*REQUIRED ACTION*: Extract the data exactly, missing nothing.

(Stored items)
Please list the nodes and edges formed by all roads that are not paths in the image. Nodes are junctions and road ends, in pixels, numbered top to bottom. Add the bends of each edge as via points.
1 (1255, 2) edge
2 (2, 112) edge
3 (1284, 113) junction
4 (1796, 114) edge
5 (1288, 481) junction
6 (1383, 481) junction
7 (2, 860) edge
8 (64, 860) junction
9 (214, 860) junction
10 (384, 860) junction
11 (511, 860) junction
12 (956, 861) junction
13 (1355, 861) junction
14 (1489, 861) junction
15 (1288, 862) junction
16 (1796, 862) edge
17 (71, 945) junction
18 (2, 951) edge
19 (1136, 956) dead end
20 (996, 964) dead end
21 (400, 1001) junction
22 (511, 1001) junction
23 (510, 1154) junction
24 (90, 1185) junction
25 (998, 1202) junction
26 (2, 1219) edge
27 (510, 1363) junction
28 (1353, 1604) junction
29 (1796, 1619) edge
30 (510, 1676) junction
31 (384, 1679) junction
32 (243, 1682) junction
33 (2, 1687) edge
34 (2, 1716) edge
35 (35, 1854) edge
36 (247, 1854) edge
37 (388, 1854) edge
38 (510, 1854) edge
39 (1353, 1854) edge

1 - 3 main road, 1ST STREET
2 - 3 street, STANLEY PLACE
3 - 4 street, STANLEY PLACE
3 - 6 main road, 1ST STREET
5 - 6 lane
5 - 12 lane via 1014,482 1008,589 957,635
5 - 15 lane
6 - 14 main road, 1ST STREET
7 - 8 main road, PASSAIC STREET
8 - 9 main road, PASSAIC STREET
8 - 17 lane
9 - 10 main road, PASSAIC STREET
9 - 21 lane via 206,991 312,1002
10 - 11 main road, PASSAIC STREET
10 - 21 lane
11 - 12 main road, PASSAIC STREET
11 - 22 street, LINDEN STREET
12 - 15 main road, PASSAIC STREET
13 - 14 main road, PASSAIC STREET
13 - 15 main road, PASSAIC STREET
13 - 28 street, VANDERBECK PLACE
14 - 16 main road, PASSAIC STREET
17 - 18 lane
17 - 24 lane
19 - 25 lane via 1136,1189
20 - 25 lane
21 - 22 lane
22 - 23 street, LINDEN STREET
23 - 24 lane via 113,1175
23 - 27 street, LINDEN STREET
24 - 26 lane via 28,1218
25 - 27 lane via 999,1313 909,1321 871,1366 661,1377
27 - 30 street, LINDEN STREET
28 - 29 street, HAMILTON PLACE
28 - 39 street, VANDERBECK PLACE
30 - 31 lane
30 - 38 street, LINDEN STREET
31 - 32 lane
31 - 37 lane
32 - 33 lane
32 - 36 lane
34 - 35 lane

*SOLUTION*:
Please list the nodes and edges formed by all roads that are not paths in the image. Nodes are junctions and road ends, in pixels, numbered top to bottom. Add the bends of each edge as via points.
1 (1255, 2) edge
2 (2, 112) edge
3 (1284, 113) junction
4 (1796, 114) edge
5 (1288, 481) junction
6 (1383, 481) junction
7 (2, 860) edge
8 (64, 860) junction
9 (214, 860) junction
10 (384, 860) junction
11 (511, 860) junction
12 (956, 861) junction
13 (1355, 861) junction
14 (1489, 861) junction
15 (1288, 862) junction
16 (1796, 862) edge
17 (71, 945) junction
18 (2, 951) edge
19 (1136, 956) dead end
20 (996, 964) dead end
21 (400, 1001) junction
22 (511, 1001) junction
23 (510, 1154) junction
24 (90, 1185) junction
25 (998, 1202) junction
26 (2, 1219) edge
27 (510, 1363) junction
28 (1353, 1604) junction
29 (1796, 1619) edge
30 (510, 1676) junction
31 (384, 1679) junction
32 (243, 1682) junction
33 (2, 1687) edge
34 (2, 1716) edge
35 (35, 1854) edge
36 (247, 1854) edge
37 (388, 1854) edge
38 (510, 1854) edge
39 (1353, 1854) edge

1 - 3 main road, 1ST STREET
2 - 3 street, STANLEY PLACE
3 - 4 street, STANLEY PLACE
3 - 6 main road, 1ST STREET
5 - 6 lane
5 - 12 lane via 1014,482 1008,589 957,635
5 - 15 lane
6 - 14 main road, 1ST STREET
7 - 8 main road, PASSAIC STREET
8 - 9 main road, PASSAIC STREET
8 - 17 lane
9 - 10 main road, PASSAIC STREET
9 - 21 lane via 206,991 312,1002
10 - 11 main road, PASSAIC STREET
10 - 21 lane
11 - 12 main road, PASSAIC STREET
11 - 22 street, LINDEN STREET
12 - 15 main road, PASSAIC STREET
13 - 14 main road, PASSAIC STREET
13 - 15 main road, PASSAIC STREET
13 - 28 street, VANDERBECK PLACE
14 - 16 main road, PASSAIC STREET
17 - 18 lane
17 - 24 lane
19 - 25 lane via 1136,1189
20 - 25 lane
21 - 22 lane
22 - 23 street, LINDEN STREET
23 - 24 lane via 113,1175
23 - 27 street, LINDEN STREET
24 - 26 lane via 28,1218
25 - 27 lane via 999,1313 909,1321 871,1366 661,1377
27 - 30 street, LINDEN STREET
28 - 29 street, HAMILTON PLACE
28 - 39 street, VANDERBECK PLACE
30 - 31 lane
30 - 38 street, LINDEN STREET
31 - 32 lane
31 - 37 lane
32 - 33 lane
32 - 36 lane
34 - 35 lane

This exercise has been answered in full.